There was nothing for it. I would have to interrupt the holiday and get some advice about what they wanted me to do. Among his many skills he was a builder and he had installed the plumbing so he knew his way around. I fired off an e-mail and received an answer some hours later. At least now I knew where to isolate that part of the system so that I could have running (cold) water in the kitchen and bathroom. It took a while, but eventually I located an adjustable spanner and tightened the stopcock to the point that it would now probably take two weeks to fill the bucket I'd put in place rather than two hours. The advice about the heating was to clear out the hopper and see if there was a jam. I'd already tried this twice after having looked for a similar problem via YouTube, but I did it again just in case I could do it better this time.
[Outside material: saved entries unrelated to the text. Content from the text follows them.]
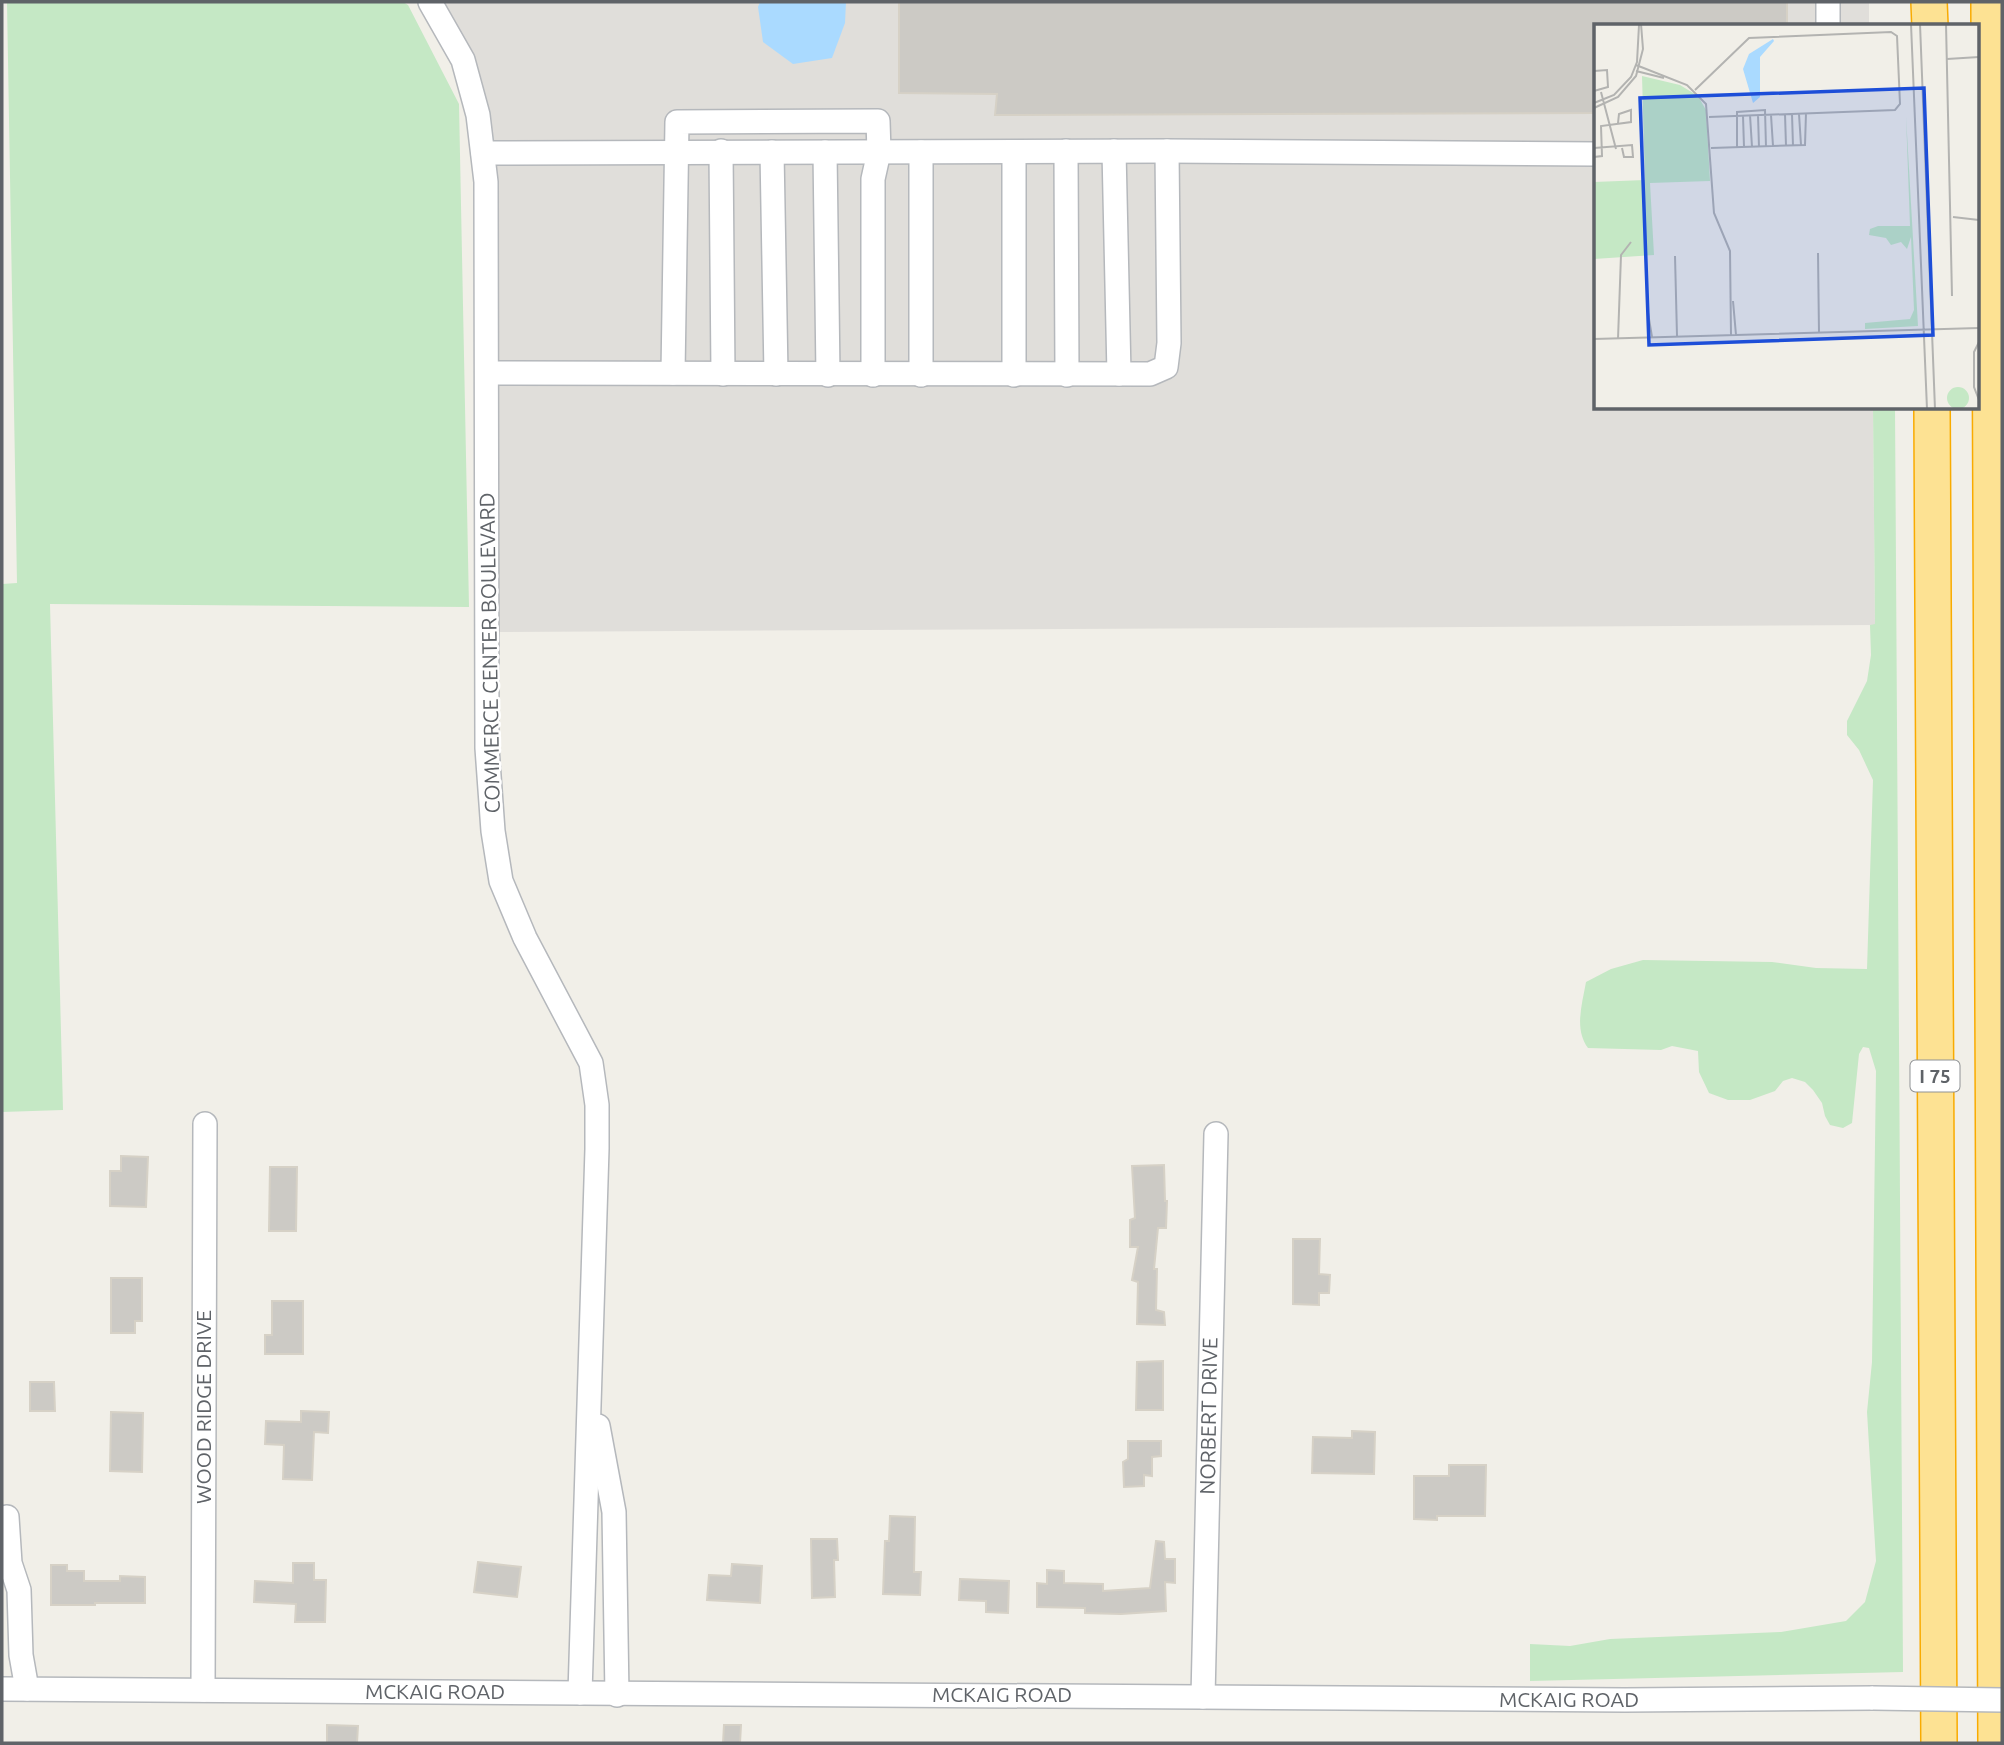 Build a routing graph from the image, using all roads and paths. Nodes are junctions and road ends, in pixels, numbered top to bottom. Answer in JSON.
{"nodes":[{"id":1,"x":430,"y":2,"type":"edge"},
{"id":2,"x":1828,"y":2,"type":"edge"},
{"id":3,"x":1929,"y":2,"type":"edge"},
{"id":4,"x":1989,"y":2,"type":"edge"},
{"id":5,"x":1828,"y":24,"type":"edge"},
{"id":6,"x":1930,"y":24,"type":"edge"},
{"id":7,"x":722,"y":151,"type":"junction"},
{"id":8,"x":1066,"y":151,"type":"junction"},
{"id":9,"x":1114,"y":151,"type":"junction"},
{"id":10,"x":1167,"y":151,"type":"junction"},
{"id":11,"x":677,"y":152,"type":"junction"},
{"id":12,"x":772,"y":152,"type":"junction"},
{"id":13,"x":825,"y":152,"type":"junction"},
{"id":14,"x":879,"y":152,"type":"junction"},
{"id":15,"x":921,"y":152,"type":"junction"},
{"id":16,"x":1014,"y":152,"type":"junction"},
{"id":17,"x":483,"y":153,"type":"junction"},
{"id":18,"x":1594,"y":154,"type":"edge"},
{"id":19,"x":487,"y":373,"type":"junction"},
{"id":20,"x":673,"y":373,"type":"junction"},
{"id":21,"x":723,"y":374,"type":"junction"},
{"id":22,"x":776,"y":374,"type":"junction"},
{"id":23,"x":1014,"y":374,"type":"junction"},
{"id":24,"x":1067,"y":374,"type":"junction"},
{"id":25,"x":1119,"y":374,"type":"junction"},
{"id":26,"x":828,"y":375,"type":"junction"},
{"id":27,"x":873,"y":375,"type":"junction"},
{"id":28,"x":921,"y":375,"type":"junction"},
{"id":29,"x":1932,"y":410,"type":"edge"},
{"id":30,"x":205,"y":1124,"type":"dead end"},
{"id":31,"x":1216,"y":1134,"type":"dead end"},
{"id":32,"x":590,"y":1378,"type":"junction"},
{"id":33,"x":7,"y":1517,"type":"dead end"},
{"id":34,"x":2,"y":1689,"type":"edge"},
{"id":35,"x":27,"y":1689,"type":"junction"},
{"id":36,"x":203,"y":1689,"type":"junction"},
{"id":37,"x":580,"y":1693,"type":"junction"},
{"id":38,"x":617,"y":1695,"type":"junction"},
{"id":39,"x":1203,"y":1697,"type":"junction"},
{"id":40,"x":2002,"y":1700,"type":"edge"},
{"id":41,"x":1939,"y":1743,"type":"edge"},
{"id":42,"x":1996,"y":1743,"type":"edge"}],
"edges":[{"from":1,"to":17,"type":"street","name":"COMMERCE CENTER BOULEVARD"},
{"from":2,"to":5,"type":"street"},
{"from":3,"to":6,"type":"highway"},
{"from":4,"to":42,"type":"highway"},
{"from":7,"to":11,"type":"street"},
{"from":7,"to":12,"type":"street"},
{"from":7,"to":21,"type":"street"},
{"from":8,"to":9,"type":"street"},
{"from":8,"to":16,"type":"street"},
{"from":8,"to":24,"type":"street"},
{"from":9,"to":10,"type":"street"},
{"from":9,"to":25,"type":"street"},
{"from":10,"to":18,"type":"street"},
{"from":10,"to":25,"type":"street"},
{"from":11,"to":14,"type":"street"},
{"from":11,"to":17,"type":"street"},
{"from":11,"to":20,"type":"street"},
{"from":12,"to":13,"type":"street"},
{"from":12,"to":22,"type":"street"},
{"from":13,"to":14,"type":"street"},
{"from":13,"to":26,"type":"street"},
{"from":14,"to":15,"type":"street"},
{"from":14,"to":27,"type":"street"},
{"from":15,"to":16,"type":"street"},
{"from":15,"to":28,"type":"street"},
{"from":16,"to":23,"type":"street"},
{"from":17,"to":19,"type":"street","name":"COMMERCE CENTER BOULEVARD"},
{"from":19,"to":20,"type":"street"},
{"from":19,"to":32,"type":"street","name":"COMMERCE CENTER BOULEVARD"},
{"from":20,"to":21,"type":"street"},
{"from":21,"to":22,"type":"street"},
{"from":22,"to":26,"type":"street"},
{"from":23,"to":24,"type":"street"},
{"from":23,"to":28,"type":"street"},
{"from":24,"to":25,"type":"street"},
{"from":26,"to":27,"type":"street"},
{"from":27,"to":28,"type":"street"},
{"from":29,"to":41,"type":"highway","number":"I 75"},
{"from":30,"to":36,"type":"street","name":"WOOD RIDGE DRIVE"},
{"from":31,"to":39,"type":"street","name":"NORBERT DRIVE"},
{"from":32,"to":37,"type":"street","name":"COMMERCE CENTER BOULEVARD"},
{"from":32,"to":38,"type":"street","name":"COMMERCE CENTER BOULEVARD"},
{"from":33,"to":35,"type":"street"},
{"from":34,"to":35,"type":"street","name":"MCKAIG ROAD"},
{"from":35,"to":36,"type":"street","name":"MCKAIG ROAD"},
{"from":36,"to":37,"type":"street","name":"MCKAIG ROAD"},
{"from":37,"to":38,"type":"street","name":"MCKAIG ROAD"},
{"from":38,"to":39,"type":"street","name":"MCKAIG ROAD"},
{"from":39,"to":40,"type":"street","name":"MCKAIG ROAD","bridge":true}]} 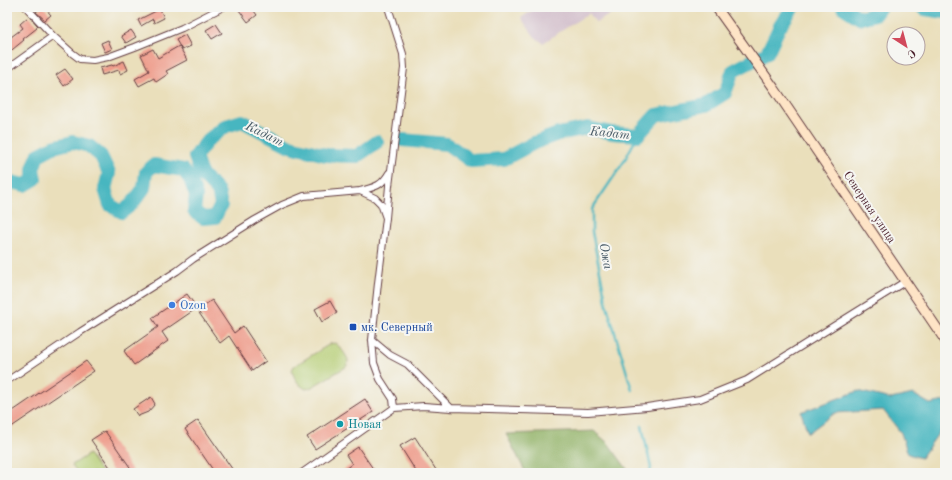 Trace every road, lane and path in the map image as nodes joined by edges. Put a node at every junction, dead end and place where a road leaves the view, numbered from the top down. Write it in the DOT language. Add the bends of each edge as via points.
graph roads {
  1 [pos="26,7"];
  2 [pos="223,7"];
  3 [pos="388,7"];
  4 [pos="716,7"];
  5 [pos="53,36"];
  6 [pos="7,69"];
  7 [pos="391,170"];
  8 [pos="360,191"];
  9 [pos="386,218"];
  10 [pos="906,281"];
  11 [pos="372,340"];
  12 [pos="945,340"];
  13 [pos="7,381"];
  14 [pos="394,408"];
  15 [pos="451,408"];
  16 [pos="302,473"];
  1 -- 5 [label="street"];
  2 -- 5 [label="street" via="182,28 108,57 93,60 80,59"];
  3 -- 7 [label="street" via="404,68"];
  4 -- 10 [label="street, Северная улица"];
  5 -- 6 [label="street"];
  7 -- 8 [label="street" via="376,187"];
  7 -- 9 [label="street"];
  8 -- 9 [label="street" via="375,198"];
  8 -- 13 [label="street" via="304,196 282,205 193,259"];
  9 -- 11 [label="street"];
  10 -- 12 [label="street, Северная улица"];
  10 -- 15 [label="street" via="747,380 700,399 588,412"];
  11 -- 14 [label="street" via="374,363 380,379 393,399"];
  11 -- 15 [label="street" via="390,355 407,364"];
  14 -- 15 [label="street"];
  14 -- 16 [label="street"];
} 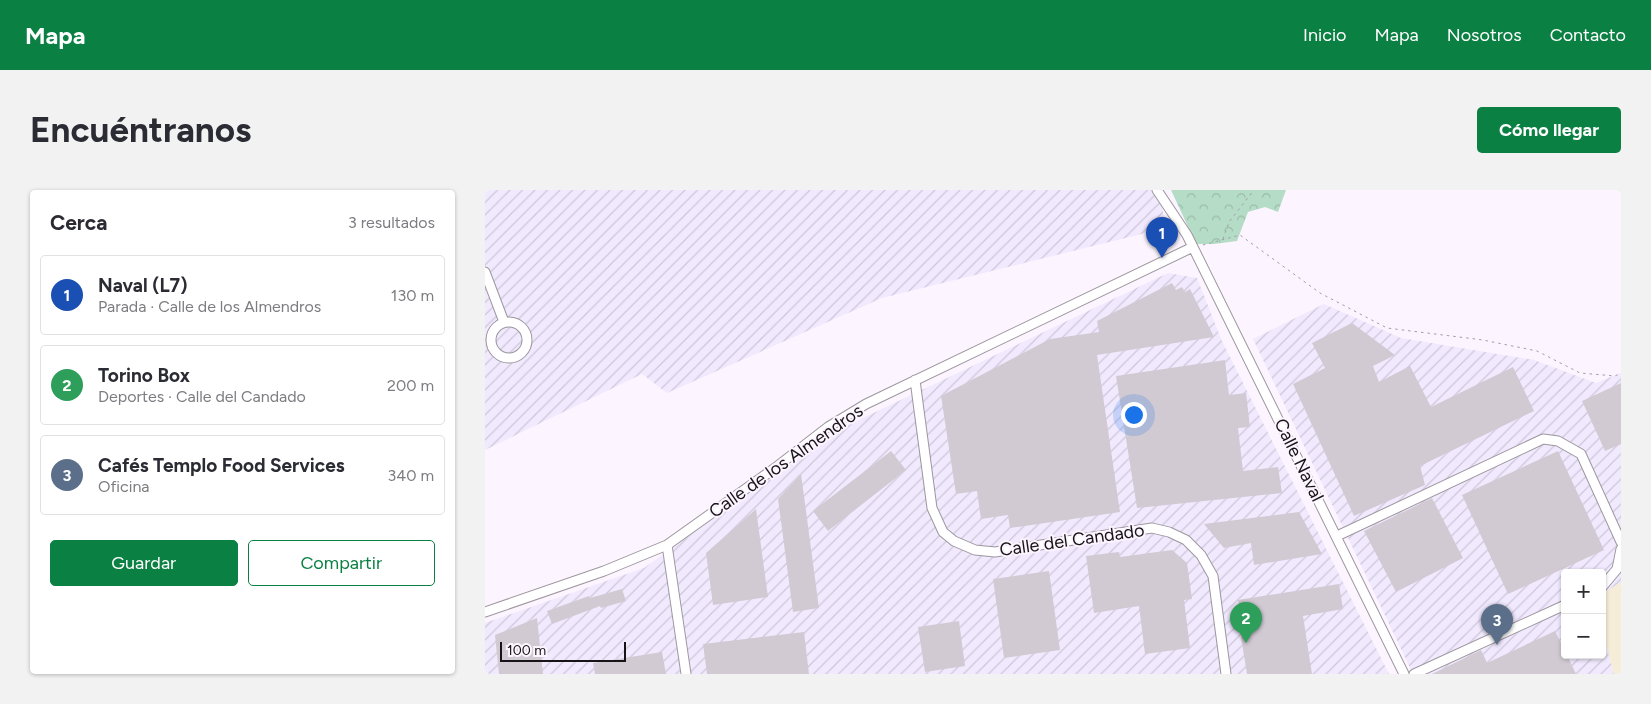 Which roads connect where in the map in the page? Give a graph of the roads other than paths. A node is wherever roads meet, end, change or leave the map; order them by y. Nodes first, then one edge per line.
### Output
1 (1157, 190) edge
2 (1193, 247) junction
3 (485, 272) edge
4 (504, 322) junction
5 (915, 380) junction
6 (1337, 536) junction
7 (1621, 542) edge
8 (667, 546) junction
9 (1621, 549) edge
10 (1606, 582) edge
11 (1561, 606) edge
12 (485, 612) edge
13 (686, 674) edge
14 (1227, 674) edge
15 (1404, 674) edge
16 (1413, 674) edge

1 - 2 street, Calle Naval
2 - 5 street, Calle de los Almendros
2 - 6 street, Calle Naval
3 - 4 street
4 - 4 street
5 - 8 street, Calle de los Almendros
5 - 14 street, Calle del Candado
6 - 7 street
6 - 15 street, Calle Naval
8 - 12 street, Calle de los Almendros
8 - 13 street
9 - 10 street
11 - 16 street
In fact I cleared out that hopper many times over the next few days trying to locate and release a pellet or sawdust jam. The effect of this jam was an insufficiency of pellets being released into the chalice to keep the fire alight. As it happened this was not the problem at all (which may explain why I couldn't fix it), although I wasn't to find that out until near the end of my stay. Calling the official installer/engineer was out of the question for another week or so, because he was in his "other house" in France with his family. The best I could do was to try and get some more logs so I could light the woodburner in the kitchen. I didn't know where my friends got their logs from, but fortunately a mate of "the engineer" (the one who had helped me wth my boat and whom I mentioned last year) sells logs. I sent a text message to him and he sent back his mate's phone number. Within twenty-four hours I was half a load of logs better off and a ton worse off. It had been longer than I realised since I had needed to buy a large quantity of logs. These logs were really good, though, and burned beautifully. I really didn't expect them to be so good. At least now a huddle round the stove was an option.

There was an outcome. The boiler engineer returned from his French sojourn and when I phoned him on the day of his return he was on the doorstep within the hour. There was no jam. The motor that drove the auger was not working properly and needed replacing. Luckily this man knew that this Heath Robinson system had a similar motor for driving another bit of the boiler that had long ago packed up. He dug into the guts of the beast and cannibalised the other motor. At last the boiler started to work. Once it was working I also discovered the need to switch on a pump in the upstairs bathroom to circulate water from the boiler to the radiators. It never did become warm, but at least the chill was off the air - five weeks after I first moved in and a week before I eventually moved out.